Appellant contends that the words “gulf waters” should be construed according to their plain, ordinary meaning, and that, so construed, gulf waters are waters of the gulfs, and river waters are the waters of rivers, and that river waters become gulf waters when they have flowed down to and into the gulf and, conversely, gulf waters become river waters when, by the action of the tides or winds, they have flowed or have been blown into the rivers, that as long as water is in the river it is river water, and as long as it is in the gulf it is gulf water, and that therefore the provision of policy which limited the tug to gulf waters of the United States means just gulf waters or waters of the gulf and not river waters or waters of rivers. We think that the construction placed by appellant upon the provision in question, when considered in connection with another provision of the policy, which we shall further on refer to, is too narrow and restrictive. If adopted, the policy would be voided whenever the tug, the uses of which were mainly applied in harbors and ports, should leave the gulf and enter a harbor or port; in other words, such a construction would cover losses only while the tug was in what is generally known and designated as the gulf. The following language of the policy itself forbids such a construction; “It is the intent of the insurance company by this policy to fully indemnify the insured for this company’s proportion of all .general average charges, salvage expenses and loss, damage, detriment or hurt to said vessel for which it may be liable under this policy, against the adventures and perils of the harbors, bays, sounds, seas, rivers and other waters as above named.” etc.- This language, taken in connection with the clause limiting the tug to gulf waters, and with which it is not inconsistent, leads irresista-bly to the conclusion that it was the intent of the insurance company to indemnify the insured for loss of or damage to the vessel while in any of the waters named, provided the same were gulf waters. Surely such language is inconsistent with the construction that the vessel was insured only while it was in the open gulf. What then are “gulf waters”? These words have received judicial construction in this state.
In Crary v. Port Arthur Channel & Dock Co., 92 Tex. 275, 47 S. W. 967, our Supreme Court had under construction articles 721 and 722 of the Revised Statutes, the first of which reads as follows: “Article 721. This title shall embrace and include the creation of private corporations for the purpose of constructing, owning and operating deep water channels from the waters of the Gulf of Mexico along and across any of the bays on the coast of this state to the mainland, for the purposes of navigation and transportation, and for the construction, owning and operating docks on the coast of this state for the protection and accommodation of ships, boats, and all kinds -of vessels for navigation, and their cargoes.”

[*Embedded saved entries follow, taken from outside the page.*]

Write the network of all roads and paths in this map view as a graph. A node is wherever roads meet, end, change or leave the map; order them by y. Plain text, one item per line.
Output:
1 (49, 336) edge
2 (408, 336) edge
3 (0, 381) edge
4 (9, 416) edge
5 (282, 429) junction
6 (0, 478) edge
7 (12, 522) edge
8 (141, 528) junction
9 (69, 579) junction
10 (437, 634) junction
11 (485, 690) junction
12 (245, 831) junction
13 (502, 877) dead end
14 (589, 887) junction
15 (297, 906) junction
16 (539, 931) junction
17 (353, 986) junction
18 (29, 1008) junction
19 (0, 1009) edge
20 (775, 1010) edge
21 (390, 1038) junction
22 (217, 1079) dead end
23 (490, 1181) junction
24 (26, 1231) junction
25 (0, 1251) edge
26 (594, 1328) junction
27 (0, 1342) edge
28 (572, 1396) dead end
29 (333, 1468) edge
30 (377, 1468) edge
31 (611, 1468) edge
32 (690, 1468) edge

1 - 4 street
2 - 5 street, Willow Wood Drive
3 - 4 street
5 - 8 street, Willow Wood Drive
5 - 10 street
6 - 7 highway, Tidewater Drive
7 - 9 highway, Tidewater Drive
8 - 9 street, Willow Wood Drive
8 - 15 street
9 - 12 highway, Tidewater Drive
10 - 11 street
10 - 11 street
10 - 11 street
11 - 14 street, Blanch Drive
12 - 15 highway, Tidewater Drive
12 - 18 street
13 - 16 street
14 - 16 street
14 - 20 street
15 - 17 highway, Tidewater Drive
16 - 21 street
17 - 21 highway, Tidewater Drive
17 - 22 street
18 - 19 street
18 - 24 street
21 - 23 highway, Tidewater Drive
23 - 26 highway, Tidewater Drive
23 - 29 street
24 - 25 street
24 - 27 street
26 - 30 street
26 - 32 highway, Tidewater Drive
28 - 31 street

The Port Arthur Channel & Dock Company, having incorporated under this statute, undertook to cut a channel,' not from the gulf, but from a point on Sabine Pass about four miles from its entrance into the Gulf *295of Mexico, and thence inland to Port Arthur, and sought to condemn Crary’s land for this purpose. In deciding the case upon certified questions from this court, Chief Justice Gaines, who delivered the opinion, says: “But it is also insisted that the channel in question is not authorized by the statute, for the reason that it does not start, ‘from the waters of the Gulf of Mexico,’ as prescribed in article 721. The contention seems to be that by ‘the waters of the gulf’ is meant the gulf itself. But we think the language in question is far more comprehensive than it would have been had the statute read ‘from the Gulf of Mexico.’ We are clearly of the opinion that the terms are sufficiently broad to embrace at least all bays, inlets, and streams upon the gulf coast to the extent to which they are subject to the ebb and flow of the tide. We are also of the opinion that we should take judicial notice that the tide ebbs and flows through Sabine Pass. Peyroux v. Howard, 7 Pet. 324 [8 L. Ed. 700]. Prom these conclusions it follows, as we think, that a channel which proceeds from Sabine Pass proceeds from ‘the waters of the gulf’ within the meaning of the provisions under consideration.”

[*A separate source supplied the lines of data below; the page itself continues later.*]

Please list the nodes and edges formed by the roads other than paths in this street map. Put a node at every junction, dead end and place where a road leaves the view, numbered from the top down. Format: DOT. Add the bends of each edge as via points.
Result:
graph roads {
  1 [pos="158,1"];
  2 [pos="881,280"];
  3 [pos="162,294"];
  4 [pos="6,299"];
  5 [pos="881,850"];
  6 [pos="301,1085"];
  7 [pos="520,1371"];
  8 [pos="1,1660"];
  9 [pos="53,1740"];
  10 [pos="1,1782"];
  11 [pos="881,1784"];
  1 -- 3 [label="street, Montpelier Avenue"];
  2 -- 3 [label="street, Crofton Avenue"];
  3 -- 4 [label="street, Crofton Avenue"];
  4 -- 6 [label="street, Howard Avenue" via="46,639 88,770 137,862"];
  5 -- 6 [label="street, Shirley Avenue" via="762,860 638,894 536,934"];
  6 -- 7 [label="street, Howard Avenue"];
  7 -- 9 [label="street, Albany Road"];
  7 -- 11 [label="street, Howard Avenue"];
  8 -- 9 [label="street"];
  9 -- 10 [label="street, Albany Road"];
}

The decision from which we have just quoted is not without authority to support it. We refer to Waring v. Clark, 46 U. S. (5 How.) 441, 12 L. Ed. 326, where it is said that the “sea” as defined by the admiralty courts means, not only the “high seas,” but the arms of the sea, waters flowing from it into ports and havens, and as high up rivers as the tide ebbs and flows. If such be the sea, certainly gulf waters may be construed to mean the waters as high up rivers as the tide ebbs and flows. Again that waters within the ebb and flow of the tides are considered the sea is decided in the matter of In re Gwin’s Will, 1 Tuck. (N. Y.) 44. See, also, Cole v. White, 26 Wend. (N. Y.) 516.
We think the eases cited, and especially the Port Arthur Channel & Dock Company Case, is decisive of the question under consideration. and that the refusal to give the special charges requested was not error.
What we have said in disposing of appellant’s first and second assignments disposes of the third, fourth, and fifth assignments adversely to appellant’s contention; and the same, with the several propositions thereunder, are severally overruled.
[3] Appellant’s eighteenth and nineteenth assignments of error are predicated upon the refusal of the court to give in charge to the jury its eighteenth and forty-first special charges, to the effect that at the time the Seminole sank she did not have a competent watchman on board, and that their verdict must therefore be for the defendant. As before stated, plaintiff by the terms of the policy expressly warranted that the Seminole “shall at all times have a competent watchman on board.” Defendant pleaded the warranty and its breach as a defense to plaintiff’s suit, and it may be conceded that the breach of this warranty would void the policy.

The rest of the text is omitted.